Researchers say that the way emissions travel can be more problematic than many consumers realize

Photo (c) fatido - Getty Images
As experts continue to explore the ways air pollution can increase the risk of death for consumers, a new study conducted by researchers from the Massachusetts Institute of Technology revealed that pollutants can affect consumers’ health regardless of where they live

According to the researchers, half of all deaths related to pollution can be linked to out-of-state emissions. They explain that winds often carry pollution across state lines, increasing the scope of those affected by the fumes. 

“It’s not necessarily just the adjacent state, but states over 1,000 miles away that can be affected,” said researcher Steven Barrett. “Different kinds of emissions have a different kind of range. The story is different for each pollutant.” 

Tracking emission patterns

The researchers focused their study on the 48 contiguous states across the country between 2005 and 2018. 

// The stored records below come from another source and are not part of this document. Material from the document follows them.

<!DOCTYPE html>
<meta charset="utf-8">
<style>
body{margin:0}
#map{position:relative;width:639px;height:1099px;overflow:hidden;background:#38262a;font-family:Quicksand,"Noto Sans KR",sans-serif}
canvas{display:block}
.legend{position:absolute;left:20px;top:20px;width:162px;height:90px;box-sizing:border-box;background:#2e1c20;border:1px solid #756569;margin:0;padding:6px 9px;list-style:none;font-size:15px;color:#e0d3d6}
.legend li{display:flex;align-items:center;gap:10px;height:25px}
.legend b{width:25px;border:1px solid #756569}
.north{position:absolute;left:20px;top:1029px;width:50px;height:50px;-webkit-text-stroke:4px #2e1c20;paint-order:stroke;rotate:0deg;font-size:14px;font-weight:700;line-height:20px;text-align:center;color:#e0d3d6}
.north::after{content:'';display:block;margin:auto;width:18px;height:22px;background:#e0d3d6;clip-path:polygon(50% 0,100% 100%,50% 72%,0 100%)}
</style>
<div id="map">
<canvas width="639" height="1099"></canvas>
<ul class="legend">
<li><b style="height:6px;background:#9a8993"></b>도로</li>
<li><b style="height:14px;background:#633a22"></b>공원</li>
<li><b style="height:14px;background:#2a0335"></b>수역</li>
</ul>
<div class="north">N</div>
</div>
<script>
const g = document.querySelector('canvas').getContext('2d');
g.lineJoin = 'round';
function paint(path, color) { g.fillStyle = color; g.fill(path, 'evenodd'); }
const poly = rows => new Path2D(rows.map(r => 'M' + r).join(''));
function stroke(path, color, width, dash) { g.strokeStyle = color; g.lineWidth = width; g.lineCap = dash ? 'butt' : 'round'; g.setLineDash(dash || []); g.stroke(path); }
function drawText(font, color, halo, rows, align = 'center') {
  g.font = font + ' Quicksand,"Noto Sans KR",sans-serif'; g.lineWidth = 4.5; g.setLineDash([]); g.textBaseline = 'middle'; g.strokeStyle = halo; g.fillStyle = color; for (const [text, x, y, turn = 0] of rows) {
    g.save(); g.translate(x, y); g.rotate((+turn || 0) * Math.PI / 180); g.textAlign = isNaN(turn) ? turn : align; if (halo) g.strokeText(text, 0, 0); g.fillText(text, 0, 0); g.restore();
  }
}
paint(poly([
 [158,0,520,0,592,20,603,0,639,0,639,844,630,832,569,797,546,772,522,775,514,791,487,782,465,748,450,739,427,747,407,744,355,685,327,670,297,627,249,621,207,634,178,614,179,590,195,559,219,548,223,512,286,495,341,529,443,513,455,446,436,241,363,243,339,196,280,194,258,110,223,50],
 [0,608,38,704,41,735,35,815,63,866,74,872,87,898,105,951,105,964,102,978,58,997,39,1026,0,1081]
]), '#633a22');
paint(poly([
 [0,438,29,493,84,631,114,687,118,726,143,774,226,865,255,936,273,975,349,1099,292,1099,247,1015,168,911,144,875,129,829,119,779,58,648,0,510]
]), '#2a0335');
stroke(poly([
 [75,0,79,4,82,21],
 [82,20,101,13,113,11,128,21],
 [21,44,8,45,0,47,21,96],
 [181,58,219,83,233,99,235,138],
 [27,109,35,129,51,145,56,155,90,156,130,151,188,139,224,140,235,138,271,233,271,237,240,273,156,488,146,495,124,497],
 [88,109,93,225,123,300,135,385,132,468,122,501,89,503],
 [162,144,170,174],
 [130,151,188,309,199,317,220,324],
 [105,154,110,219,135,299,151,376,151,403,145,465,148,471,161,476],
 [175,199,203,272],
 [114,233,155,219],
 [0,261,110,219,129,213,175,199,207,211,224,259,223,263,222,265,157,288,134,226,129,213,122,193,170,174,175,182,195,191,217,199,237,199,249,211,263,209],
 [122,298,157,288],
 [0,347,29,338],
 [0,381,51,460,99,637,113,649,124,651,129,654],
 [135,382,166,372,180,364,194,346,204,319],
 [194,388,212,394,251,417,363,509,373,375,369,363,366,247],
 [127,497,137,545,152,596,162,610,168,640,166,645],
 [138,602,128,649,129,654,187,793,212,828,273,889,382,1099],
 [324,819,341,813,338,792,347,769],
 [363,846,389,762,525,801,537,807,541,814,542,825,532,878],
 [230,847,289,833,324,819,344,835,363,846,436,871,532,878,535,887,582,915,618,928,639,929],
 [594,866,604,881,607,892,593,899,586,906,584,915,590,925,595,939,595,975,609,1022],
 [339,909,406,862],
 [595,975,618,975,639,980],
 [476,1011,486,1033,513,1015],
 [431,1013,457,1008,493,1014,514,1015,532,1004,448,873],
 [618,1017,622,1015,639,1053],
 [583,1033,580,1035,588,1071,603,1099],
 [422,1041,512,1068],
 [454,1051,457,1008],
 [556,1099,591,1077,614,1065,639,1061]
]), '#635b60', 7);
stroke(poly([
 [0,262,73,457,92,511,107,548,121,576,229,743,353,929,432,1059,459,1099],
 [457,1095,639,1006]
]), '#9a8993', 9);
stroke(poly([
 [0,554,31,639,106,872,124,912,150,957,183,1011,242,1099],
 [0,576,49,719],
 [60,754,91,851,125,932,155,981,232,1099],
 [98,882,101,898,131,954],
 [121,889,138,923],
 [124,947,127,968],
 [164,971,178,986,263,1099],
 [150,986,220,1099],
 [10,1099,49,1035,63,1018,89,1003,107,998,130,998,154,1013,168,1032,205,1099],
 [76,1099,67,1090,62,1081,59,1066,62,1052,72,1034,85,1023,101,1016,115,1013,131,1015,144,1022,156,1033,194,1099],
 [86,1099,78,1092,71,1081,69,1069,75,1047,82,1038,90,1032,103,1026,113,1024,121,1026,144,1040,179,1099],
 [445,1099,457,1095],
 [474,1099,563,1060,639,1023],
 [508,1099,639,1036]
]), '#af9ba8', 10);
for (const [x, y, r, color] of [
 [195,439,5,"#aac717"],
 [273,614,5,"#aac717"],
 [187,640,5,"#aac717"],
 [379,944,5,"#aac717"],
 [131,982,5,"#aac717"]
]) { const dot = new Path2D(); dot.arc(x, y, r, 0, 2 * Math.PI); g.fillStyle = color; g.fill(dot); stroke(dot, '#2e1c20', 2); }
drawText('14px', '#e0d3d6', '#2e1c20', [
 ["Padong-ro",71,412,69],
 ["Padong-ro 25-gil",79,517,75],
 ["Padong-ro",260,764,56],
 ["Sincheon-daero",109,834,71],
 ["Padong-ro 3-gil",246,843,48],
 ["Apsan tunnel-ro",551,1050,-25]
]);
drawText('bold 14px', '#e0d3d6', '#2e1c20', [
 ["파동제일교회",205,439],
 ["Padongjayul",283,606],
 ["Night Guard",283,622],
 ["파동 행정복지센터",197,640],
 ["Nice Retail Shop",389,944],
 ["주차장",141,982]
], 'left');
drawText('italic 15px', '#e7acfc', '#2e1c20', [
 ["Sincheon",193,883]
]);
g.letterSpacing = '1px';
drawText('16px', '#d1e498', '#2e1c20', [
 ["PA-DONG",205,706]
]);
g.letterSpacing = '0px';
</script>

Barrett explained that he and his team used “computational tools” that were able to track the spread of fine particulates, sulfur dioxide, and ozone as they traveled across state lines. Their process was also able to track where the pollutants came from to determine what was generating the highest levels of air pollution. 

The study revealed that pollutants can reach consumers far away from where they originate, contributing to air pollution-related deaths entire states away. According to the researchers, roughly half of all emissions cross state borders to pollute the air in other places, and these traveling pollutants are what contribute to air pollution-related deaths nationwide. 

While pollutants coming from homes and businesses aren’t likely to travel very far, the researchers found that emissions coming from electrical power generators can affect consumers far beyond the state limits. 

When it comes to specifics, the researchers cite New York as a state that experiences the brunt of out-of-state emissions that can complicate residents’ health. In contrast, states in the Midwest often have higher emissions levels, but because of smaller populations and stronger wind patterns, the pollutants ultimately affect those in other places. 

Moving forward, the researchers hope that these findings can inspire legislators to tighten regulations when it comes to air pollution and ultimately protect consumers across the country. 

“There’s a big archive of data we’ve created from this project,” Barrett said. “We think there are a lot of things that policymakers can dig into, to chart a path to saving the most lives.”